RECORDS TO PROCESS: Begin

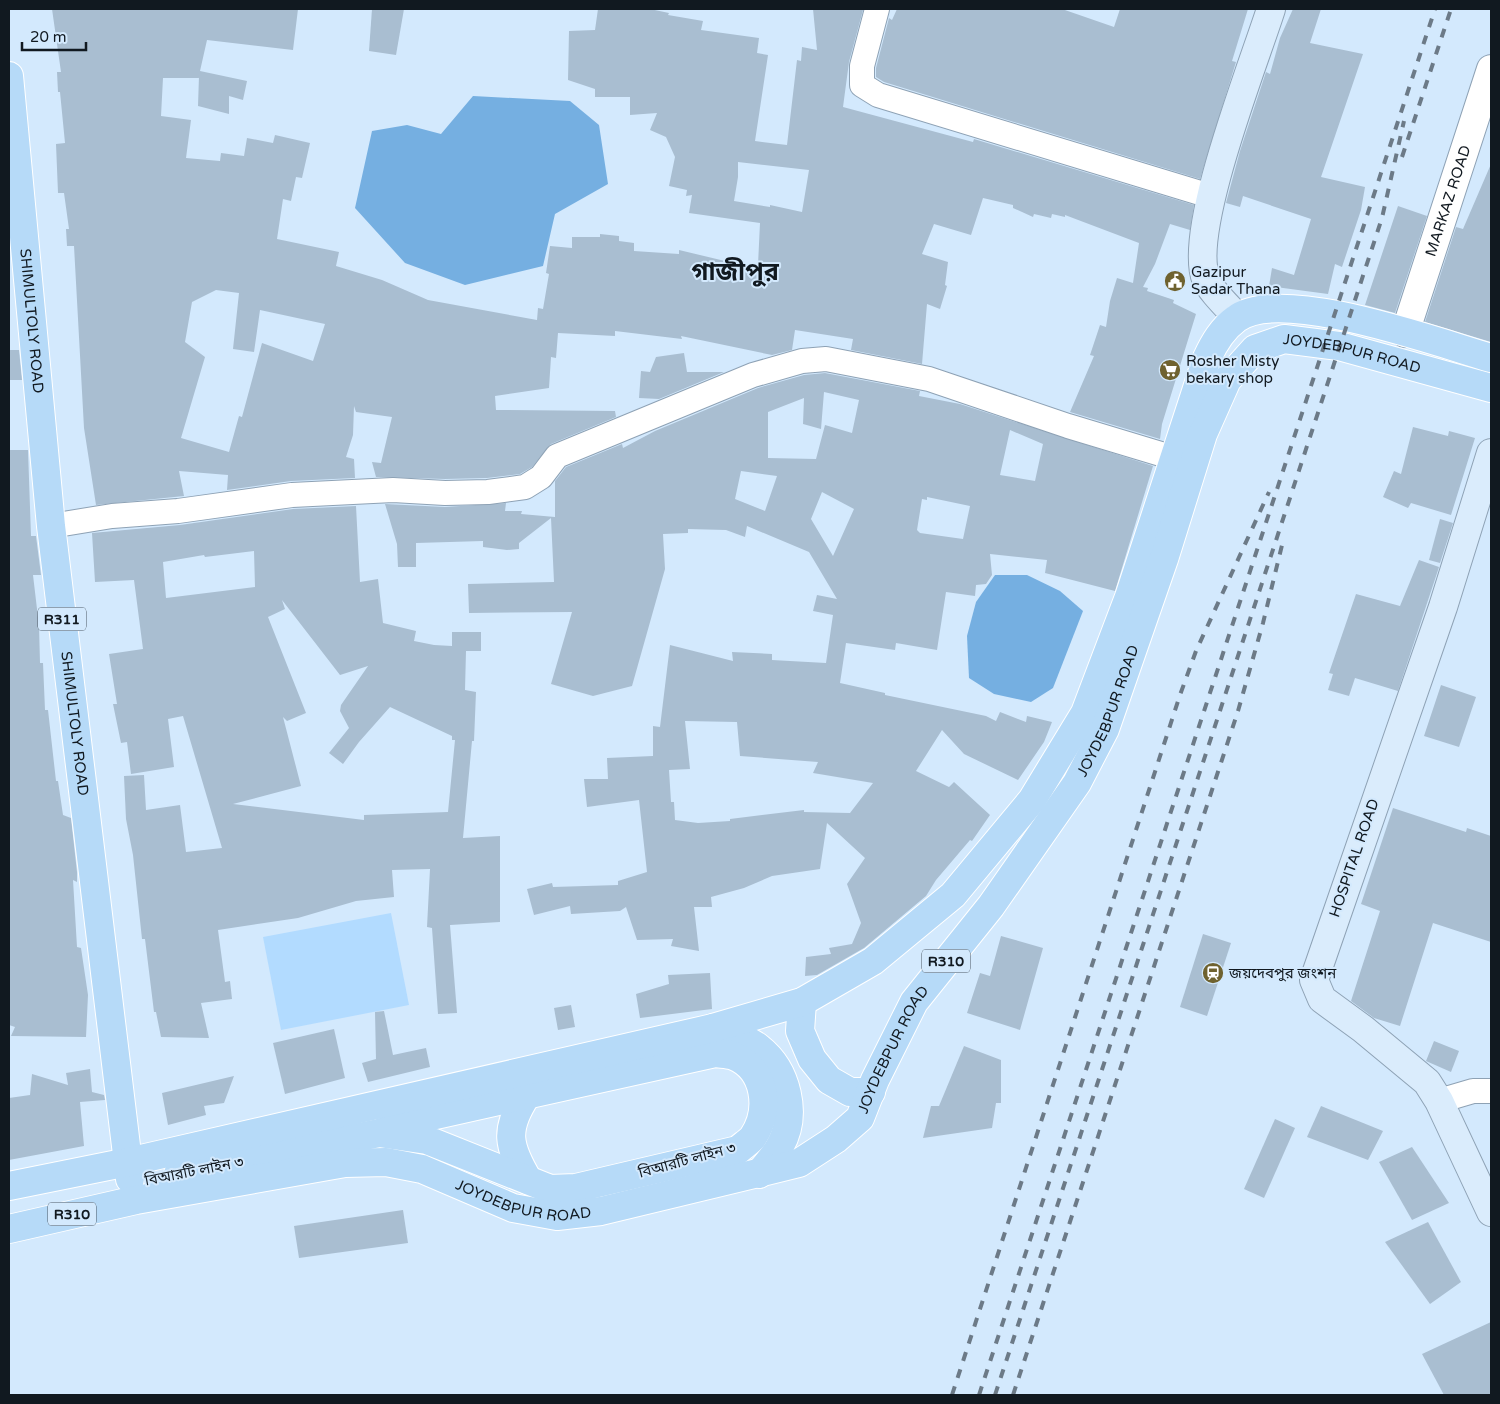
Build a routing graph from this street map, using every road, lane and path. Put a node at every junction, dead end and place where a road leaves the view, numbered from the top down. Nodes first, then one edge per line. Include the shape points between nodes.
1 (877, 9) edge
2 (1271, 9) edge
3 (1491, 69) edge
4 (9, 76) edge
5 (1210, 196) junction
6 (1237, 317) junction
7 (1405, 333) junction
8 (1491, 358) edge
9 (1491, 388) edge
10 (1491, 453) edge
11 (1174, 458) junction
12 (51, 526) junction
13 (802, 1002) junction
14 (713, 1028) junction
15 (1491, 1091) edge
16 (870, 1092) junction
17 (526, 1096) junction
18 (1440, 1101) junction
19 (379, 1133) junction
20 (759, 1174) junction
21 (528, 1180) junction
22 (132, 1182) junction
23 (9, 1186) edge
24 (9, 1210) edge
25 (1491, 1212) edge
26 (9, 1228) edge

1 - 5 street via 862,66 862,85 878,95
2 - 5 main road
3 - 7 street, MARKAZ ROAD
4 - 12 main road, SHIMULTOLY ROAD / R311
5 - 6 main road via 1203,248 1206,279
6 - 7 main road, JOYDEBPUR ROAD / R310 via 1261,310 1303,308 1334,313
6 - 11 main road, JOYDEBPUR ROAD / R310 via 1218,336 1207,358
7 - 8 main road, JOYDEBPUR ROAD / R310
9 - 16 main road, JOYDEBPUR ROAD / R310 via 1339,346 1284,338 1255,349 1227,380 1203,434 1164,559 1101,737 1077,783 1045,830 991,906 914,1002
10 - 18 main road, HOSPITAL ROAD via 1443,607 1314,980 1322,999 1427,1082
11 - 12 street via 929,379 826,359 802,361 753,376 557,456 541,477 524,487 488,492 394,490 292,495
11 - 13 main road, JOYDEBPUR ROAD / R310 via 1130,597 1085,714 1032,800 953,895 873,961
12 - 22 main road, SHIMULTOLY ROAD / R311
13 - 14 main road, JOYDEBPUR ROAD / R310
13 - 16 main road via 800,1031 812,1059 829,1080 850,1092
14 - 20 main road via 758,1046 772,1060 784,1081 789,1104 787,1129 780,1146
14 - 22 main road, JOYDEBPUR ROAD / R310
15 - 18 street via 1472,1091
16 - 20 main road, JOYDEBPUR ROAD / R310 via 860,1118 836,1139 799,1163
17 - 19 main road, বিআরটি লাইন ৩ via 422,1118
17 - 21 main road via 514,1114 509,1133 518,1163
17 - 21 main road, বিআরটি লাইন ৩ via 715,1053 734,1056 754,1068 763,1090 762,1114 752,1137 738,1150 576,1188 550,1189
18 - 25 main road, HOSPITAL ROAD
19 - 21 main road, বিআরটি লাইন ৩ via 427,1140
19 - 22 main road, বিআরটি লাইন ৩
20 - 22 main road, JOYDEBPUR ROAD / R310 via 601,1211 557,1216 513,1208 422,1169 386,1162
22 - 23 main road, R310
22 - 24 main road, বিআরটি লাইন ৩
22 - 26 main road, R310

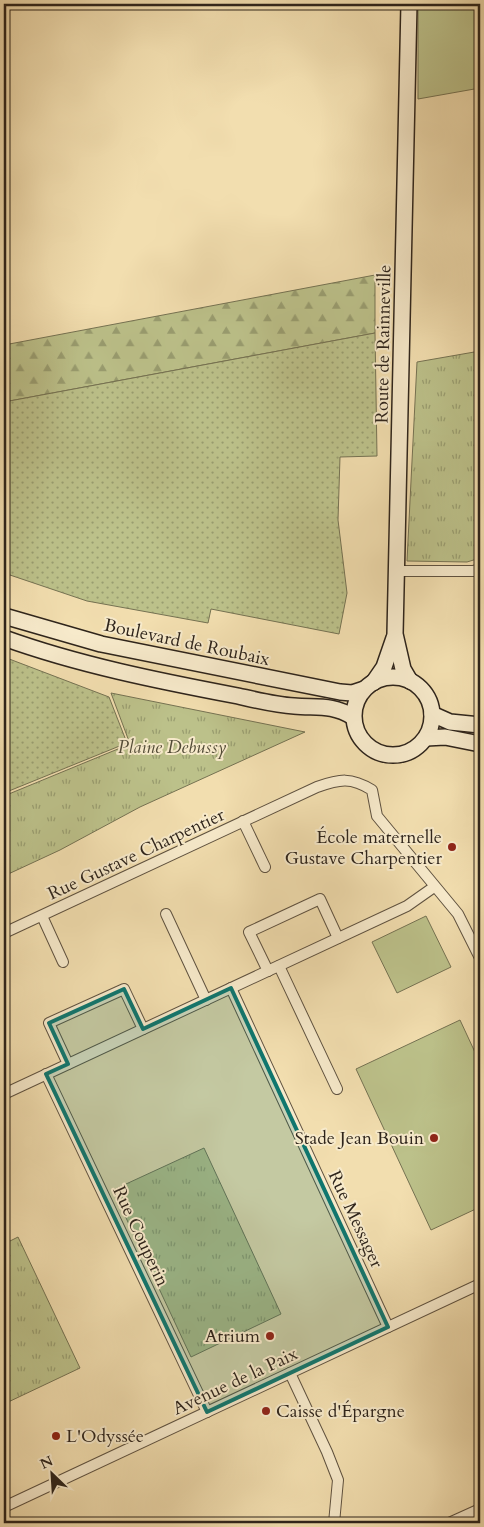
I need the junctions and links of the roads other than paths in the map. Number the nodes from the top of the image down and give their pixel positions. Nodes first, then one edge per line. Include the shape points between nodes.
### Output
1 (409, 4) edge
2 (480, 569) edge
3 (396, 571) junction
4 (4, 616) edge
5 (394, 634) junction
6 (4, 638) edge
7 (410, 682) junction
8 (369, 686) junction
9 (432, 714) junction
10 (353, 717) junction
11 (480, 725) edge
12 (426, 738) junction
13 (480, 744) edge
14 (243, 821) junction
15 (265, 867) dead end
16 (434, 886) junction
17 (166, 914) dead end
18 (42, 916) junction
19 (4, 934) edge
20 (338, 938) junction
21 (480, 958) edge
22 (63, 962) dead end
23 (279, 966) junction
24 (268, 971) junction
25 (231, 988) junction
26 (206, 1000) junction
27 (143, 1029) junction
28 (68, 1064) junction
29 (46, 1074) junction
30 (338, 1089) dead end
31 (4, 1093) edge
32 (480, 1284) edge
33 (388, 1327) junction
34 (290, 1373) junction
35 (207, 1412) junction
36 (4, 1507) edge
37 (480, 1508) edge
38 (334, 1523) edge
39 (448, 1523) edge

1 - 3 main road, Route de Rainneville
2 - 3 street
3 - 5 main road, Route de Rainneville
4 - 8 main road, Boulevard de Roubaix via 101,644 340,692 352,693
5 - 7 main road, Route de Rainneville via 403,669
5 - 8 main road via 388,658
6 - 10 main road via 75,661 237,696 294,706 336,708
7 - 8 main road via 391,677
7 - 9 main road via 423,692
8 - 10 main road via 358,697
9 - 11 main road via 450,722
9 - 12 main road
10 - 12 main road via 360,738 376,752 387,755 409,752
12 - 13 main road via 445,737
14 - 15 street, Rue Gustave Charpentier
14 - 16 street, Rue Gustave Charpentier via 317,787 343,780 360,783 372,790 377,816
14 - 18 street, Rue Gustave Charpentier
16 - 20 street via 407,906
16 - 21 street, Rue Gustave Charpentier via 458,914
17 - 26 street
18 - 19 street, Rue Gustave Charpentier
18 - 22 street, Rue Gustave Charpentier
20 - 23 street
20 - 24 street via 320,899 249,932
23 - 24 street
23 - 30 street
24 - 25 street
25 - 26 street
25 - 33 street, Rue Messager
26 - 27 street
27 - 28 street
27 - 28 street via 124,989 49,1023
28 - 29 street
29 - 31 street
29 - 35 street, Rue Couperin
32 - 33 street, Avenue de la Paix
33 - 34 street, Avenue de la Paix
34 - 35 street, Avenue de la Paix
34 - 38 street via 338,1480
35 - 36 street, Avenue de la Paix
37 - 39 street

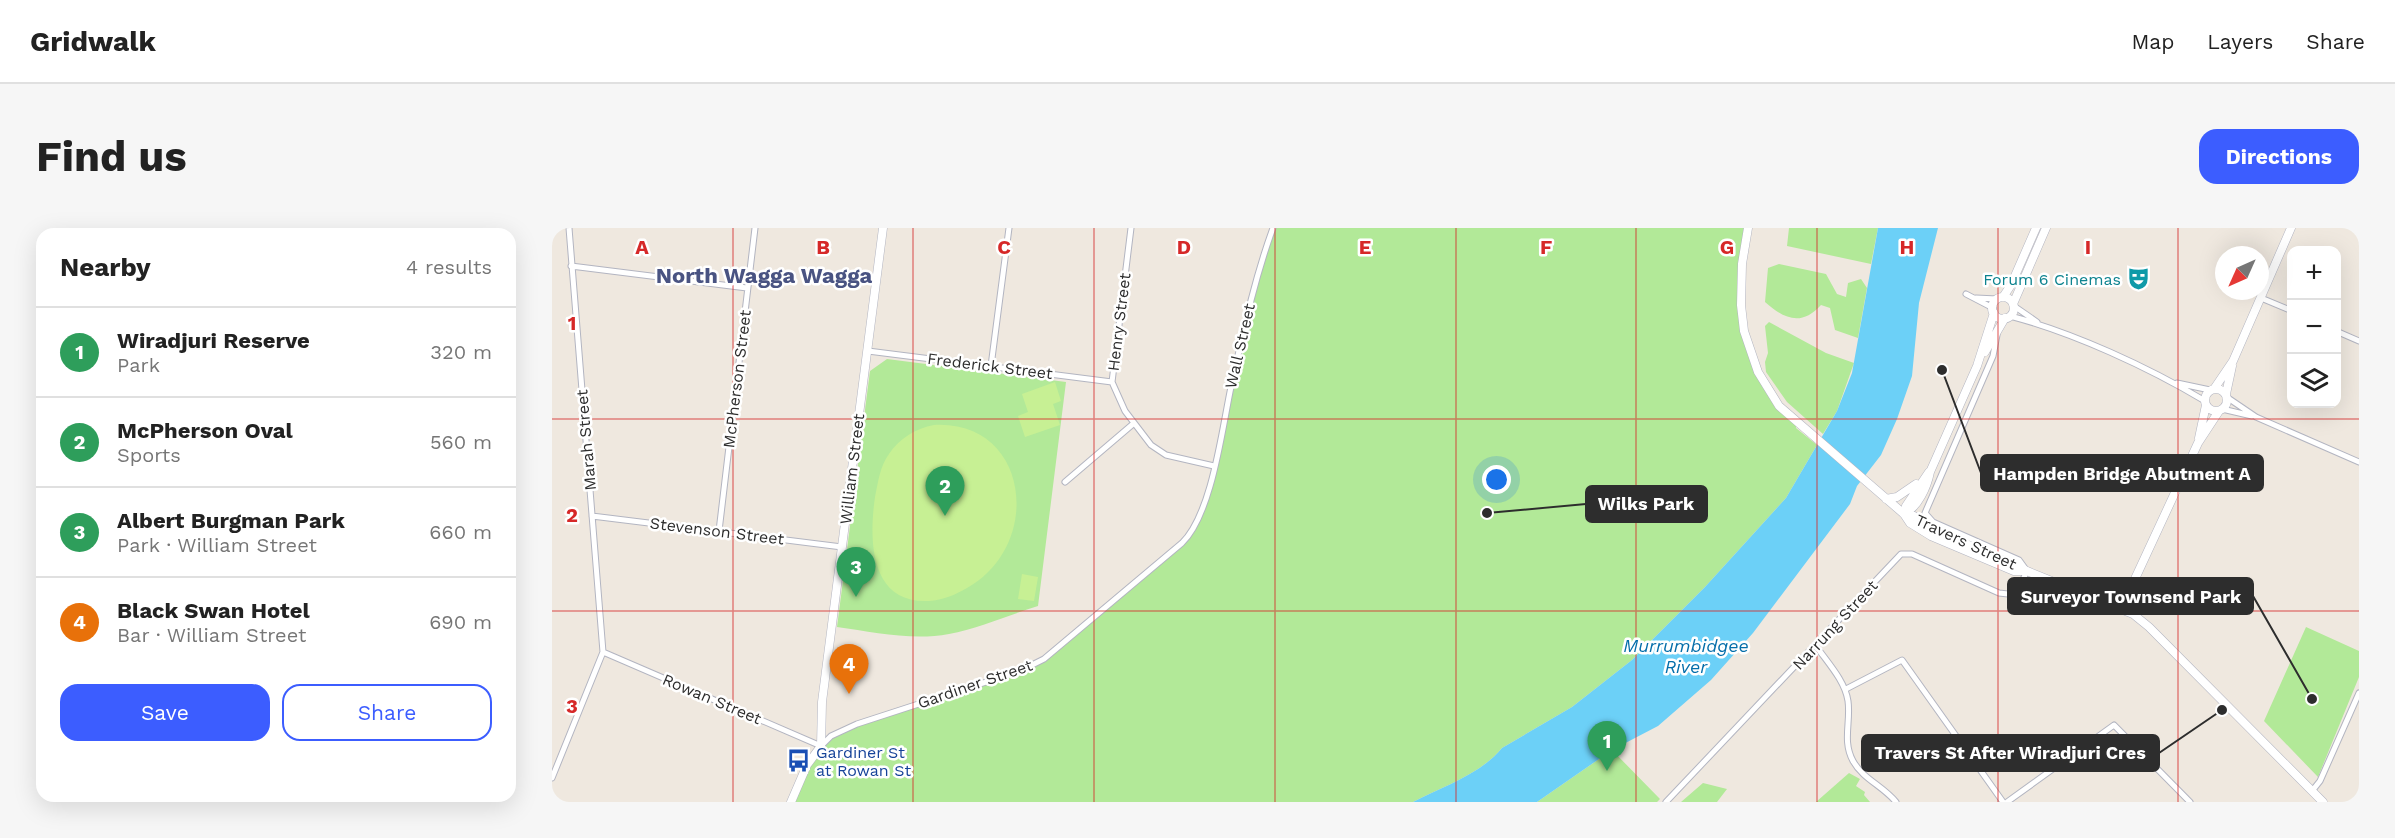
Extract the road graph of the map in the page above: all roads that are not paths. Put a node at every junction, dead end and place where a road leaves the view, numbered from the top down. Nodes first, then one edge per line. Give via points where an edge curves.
1 (568, 228) edge
2 (755, 228) edge
3 (883, 228) edge
4 (1009, 228) edge
5 (1131, 228) edge
6 (1273, 228) edge
7 (1748, 228) edge
8 (2036, 228) edge
9 (2046, 228) edge
10 (2291, 228) edge
11 (572, 266) junction
12 (2269, 279) edge
13 (747, 288) junction
14 (2000, 298) junction
15 (2260, 300) edge
16 (2266, 300) edge
17 (2013, 305) junction
18 (2287, 309) edge
19 (1994, 311) junction
20 (2008, 317) junction
21 (2041, 324) junction
22 (1998, 331) junction
23 (2341, 333) edge
24 (2359, 341) edge
25 (868, 351) junction
26 (2233, 361) junction
27 (991, 366) junction
28 (1977, 366) junction
29 (1112, 382) junction
30 (2173, 382) junction
31 (2212, 389) junction
32 (2227, 396) junction
33 (2206, 403) junction
34 (2221, 410) junction
35 (2256, 417) junction
36 (1133, 424) junction
37 (2198, 442) junction
38 (2359, 462) edge
39 (1214, 466) junction
40 (1930, 472) junction
41 (1922, 479) junction
42 (1065, 482) dead end
43 (1883, 497) junction
44 (1904, 514) junction
45 (592, 516) junction
46 (719, 531) junction
47 (842, 547) junction
48 (2027, 572) junction
49 (2121, 609) junction
50 (1816, 646) junction
51 (603, 652) junction
52 (1846, 689) junction
53 (2359, 693) edge
54 (821, 746) junction
55 (552, 778) edge
56 (2312, 791) junction
57 (2188, 800) edge
58 (791, 802) edge
59 (1666, 802) edge
60 (1896, 802) edge
61 (2005, 802) edge
62 (2179, 802) edge
63 (2323, 802) edge

1 - 11 street, Marah Street
2 - 13 street, McPherson Street
3 - 25 main road, William Street
4 - 27 street
5 - 29 street, Henry Street
6 - 39 street, Wall Street via 1253,290
7 - 43 main road, Travers Street via 1741,305 1747,345 1763,383 1787,415
8 - 14 main road via 2011,285
9 - 17 main road
10 - 12 main road
11 - 13 street
11 - 45 street, Marah Street
13 - 46 street, McPherson Street
14 - 17 main road
14 - 19 main road
14 - 19 street via 1969,295
15 - 26 main road
16 - 18 street
17 - 20 main road
17 - 21 street
19 - 20 main road
19 - 28 main road
20 - 21 street
20 - 22 main road
21 - 30 street
22 - 28 main road
22 - 48 street, Travers Street via 1993,356 1925,513 1933,522 2019,560
23 - 24 street
25 - 27 street, Frederick Street
25 - 47 main road, William Street
26 - 31 main road
26 - 32 main road
27 - 29 street, Frederick Street
28 - 40 main road
29 - 36 street, Henry Street
30 - 31 street
30 - 33 street
31 - 32 main road via 2221,389
31 - 33 main road
32 - 34 main road
32 - 35 street
33 - 34 main road via 2211,410
33 - 37 main road
34 - 35 street
34 - 37 main road
35 - 38 street
36 - 39 street, Henry Street via 1151,445 1166,454
36 - 42 street
37 - 49 main road
39 - 54 street, Gardiner Street via 1200,519 1189,536 1044,659 1020,671 857,724 831,736
40 - 41 main road
40 - 44 main road via 1928,483 1911,510
41 - 43 main road via 1908,491
41 - 44 main road
43 - 44 main road, Travers Street
44 - 48 main road, Travers Street via 1910,523 1931,536 2014,571
45 - 46 street, Stevenson Street
45 - 51 street, Marah Street
46 - 47 street, Stevenson Street
47 - 54 main road, William Street via 821,711
48 - 49 main road, Travers Street
48 - 50 street, Narrung Street via 2016,592 2004,594 1912,554 1903,554
49 - 56 main road, Travers Street via 2149,627
50 - 52 street
50 - 59 street, Narrung Street
51 - 54 street, Rowan Street
51 - 55 street
52 - 60 street via 1846,739 1852,760
52 - 61 street via 1902,660
53 - 56 street
54 - 58 main road, Gardiner Street via 807,765
56 - 63 main road, Travers Street
57 - 61 street via 2114,725
57 - 62 street

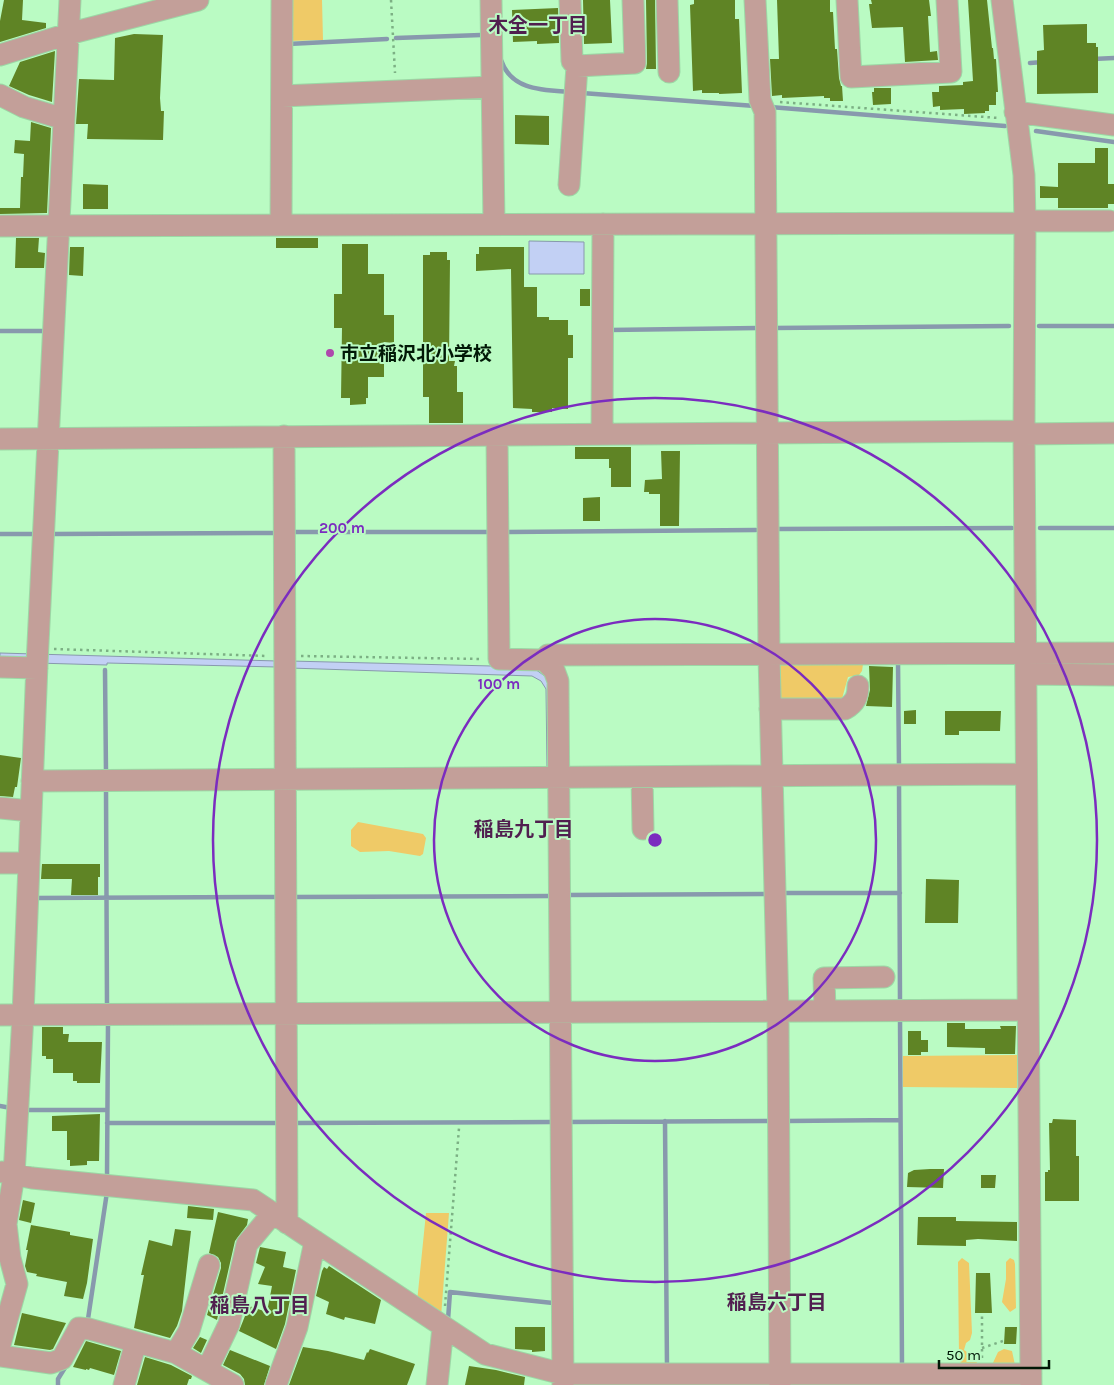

RECORDS TO PROCESS: End

In how many lines of the data does the string "Route" appear? Give only the number.

3